*** Material for this exercise Section Begins ***

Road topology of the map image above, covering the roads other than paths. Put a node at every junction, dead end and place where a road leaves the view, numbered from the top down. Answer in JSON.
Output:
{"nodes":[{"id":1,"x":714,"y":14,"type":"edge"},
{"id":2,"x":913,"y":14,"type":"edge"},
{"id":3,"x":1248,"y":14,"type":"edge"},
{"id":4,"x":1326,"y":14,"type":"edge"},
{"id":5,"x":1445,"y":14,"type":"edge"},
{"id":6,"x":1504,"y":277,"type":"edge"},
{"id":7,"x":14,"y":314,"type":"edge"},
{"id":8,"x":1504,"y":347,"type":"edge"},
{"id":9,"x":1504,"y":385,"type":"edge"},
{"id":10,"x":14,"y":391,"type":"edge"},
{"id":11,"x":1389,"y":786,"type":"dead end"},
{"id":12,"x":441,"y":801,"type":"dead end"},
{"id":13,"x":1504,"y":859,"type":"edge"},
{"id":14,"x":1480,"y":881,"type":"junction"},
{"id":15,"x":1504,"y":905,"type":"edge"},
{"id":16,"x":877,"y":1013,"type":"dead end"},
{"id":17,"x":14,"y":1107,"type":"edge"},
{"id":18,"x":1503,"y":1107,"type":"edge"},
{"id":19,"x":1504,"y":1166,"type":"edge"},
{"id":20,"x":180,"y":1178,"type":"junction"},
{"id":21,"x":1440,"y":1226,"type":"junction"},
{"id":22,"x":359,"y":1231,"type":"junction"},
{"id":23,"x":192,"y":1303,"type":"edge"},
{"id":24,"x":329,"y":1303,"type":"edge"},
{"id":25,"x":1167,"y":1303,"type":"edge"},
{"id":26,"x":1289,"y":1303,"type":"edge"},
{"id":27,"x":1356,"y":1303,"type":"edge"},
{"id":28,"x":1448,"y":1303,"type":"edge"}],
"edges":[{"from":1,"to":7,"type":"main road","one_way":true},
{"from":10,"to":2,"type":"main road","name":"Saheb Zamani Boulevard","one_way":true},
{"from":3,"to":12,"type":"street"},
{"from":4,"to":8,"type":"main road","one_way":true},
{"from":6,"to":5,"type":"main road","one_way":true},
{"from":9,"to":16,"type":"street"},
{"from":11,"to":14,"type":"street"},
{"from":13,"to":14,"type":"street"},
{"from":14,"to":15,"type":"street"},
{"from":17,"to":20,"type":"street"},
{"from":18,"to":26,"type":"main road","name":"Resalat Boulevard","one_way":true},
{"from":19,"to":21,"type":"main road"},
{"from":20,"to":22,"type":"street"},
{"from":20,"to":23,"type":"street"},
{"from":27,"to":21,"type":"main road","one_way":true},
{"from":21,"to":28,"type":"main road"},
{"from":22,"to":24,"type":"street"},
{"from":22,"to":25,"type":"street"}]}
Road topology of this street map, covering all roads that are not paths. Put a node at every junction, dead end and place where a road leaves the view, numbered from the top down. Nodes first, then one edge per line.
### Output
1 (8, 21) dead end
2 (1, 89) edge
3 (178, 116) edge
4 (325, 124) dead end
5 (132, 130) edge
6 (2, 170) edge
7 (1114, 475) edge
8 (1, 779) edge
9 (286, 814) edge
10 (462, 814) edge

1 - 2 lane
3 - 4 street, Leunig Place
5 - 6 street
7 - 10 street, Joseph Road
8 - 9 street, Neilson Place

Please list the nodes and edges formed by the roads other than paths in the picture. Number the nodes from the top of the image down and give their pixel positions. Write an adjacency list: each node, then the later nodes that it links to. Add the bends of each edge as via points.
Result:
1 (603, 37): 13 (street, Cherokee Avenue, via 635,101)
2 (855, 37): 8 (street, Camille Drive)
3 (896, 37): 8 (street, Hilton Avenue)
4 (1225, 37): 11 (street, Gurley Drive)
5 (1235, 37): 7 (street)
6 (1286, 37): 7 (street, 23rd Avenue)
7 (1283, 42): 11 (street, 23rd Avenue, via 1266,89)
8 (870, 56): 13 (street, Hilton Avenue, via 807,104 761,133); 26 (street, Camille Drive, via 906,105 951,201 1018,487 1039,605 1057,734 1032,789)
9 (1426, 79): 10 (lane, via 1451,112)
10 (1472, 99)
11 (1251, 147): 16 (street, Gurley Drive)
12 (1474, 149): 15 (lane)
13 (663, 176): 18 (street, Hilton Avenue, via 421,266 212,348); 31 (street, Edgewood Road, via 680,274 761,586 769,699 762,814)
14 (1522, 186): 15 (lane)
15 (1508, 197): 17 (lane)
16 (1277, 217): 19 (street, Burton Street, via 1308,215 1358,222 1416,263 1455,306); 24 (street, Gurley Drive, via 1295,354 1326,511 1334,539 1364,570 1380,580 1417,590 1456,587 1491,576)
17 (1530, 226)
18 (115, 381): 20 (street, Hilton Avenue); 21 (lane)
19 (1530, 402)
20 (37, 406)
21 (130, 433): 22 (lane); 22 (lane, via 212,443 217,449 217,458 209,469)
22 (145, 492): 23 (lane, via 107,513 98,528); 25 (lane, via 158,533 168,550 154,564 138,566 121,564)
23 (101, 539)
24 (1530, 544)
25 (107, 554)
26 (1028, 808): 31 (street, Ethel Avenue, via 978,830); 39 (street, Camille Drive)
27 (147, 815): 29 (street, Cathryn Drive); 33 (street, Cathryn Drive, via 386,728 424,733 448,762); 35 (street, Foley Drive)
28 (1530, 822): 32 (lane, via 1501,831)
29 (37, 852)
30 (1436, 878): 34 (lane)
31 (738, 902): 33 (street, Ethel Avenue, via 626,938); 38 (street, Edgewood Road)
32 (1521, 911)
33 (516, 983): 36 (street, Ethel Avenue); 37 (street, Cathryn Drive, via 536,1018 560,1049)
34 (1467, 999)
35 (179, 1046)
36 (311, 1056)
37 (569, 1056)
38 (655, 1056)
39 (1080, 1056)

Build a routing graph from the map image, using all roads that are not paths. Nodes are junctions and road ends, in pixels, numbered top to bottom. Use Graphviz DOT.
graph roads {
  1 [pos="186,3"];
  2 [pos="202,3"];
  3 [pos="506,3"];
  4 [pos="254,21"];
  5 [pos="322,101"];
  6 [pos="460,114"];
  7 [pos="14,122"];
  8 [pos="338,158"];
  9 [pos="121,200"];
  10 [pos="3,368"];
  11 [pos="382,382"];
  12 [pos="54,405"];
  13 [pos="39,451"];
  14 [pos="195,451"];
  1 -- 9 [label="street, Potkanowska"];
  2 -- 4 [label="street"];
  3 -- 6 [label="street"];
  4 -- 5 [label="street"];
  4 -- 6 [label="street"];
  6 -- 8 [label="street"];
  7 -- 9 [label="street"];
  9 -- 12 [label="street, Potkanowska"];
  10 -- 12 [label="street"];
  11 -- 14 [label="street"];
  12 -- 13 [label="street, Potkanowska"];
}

*** Material for this exercise Section Ends ***

_About this task_: Wherever a line of the records above contains the string "edges", copy that line out.

_Expected answer_:
"edges":[{"from":1,"to":7,"type":"main road","one_way":true},
Please list the nodes and edges formed by the roads other than paths in the picture. Number the nodes from the top of the image down and give their pixel positions. Write an adjacency list: each node, then the later nodes that it links to. Add the bends of each edge as via points.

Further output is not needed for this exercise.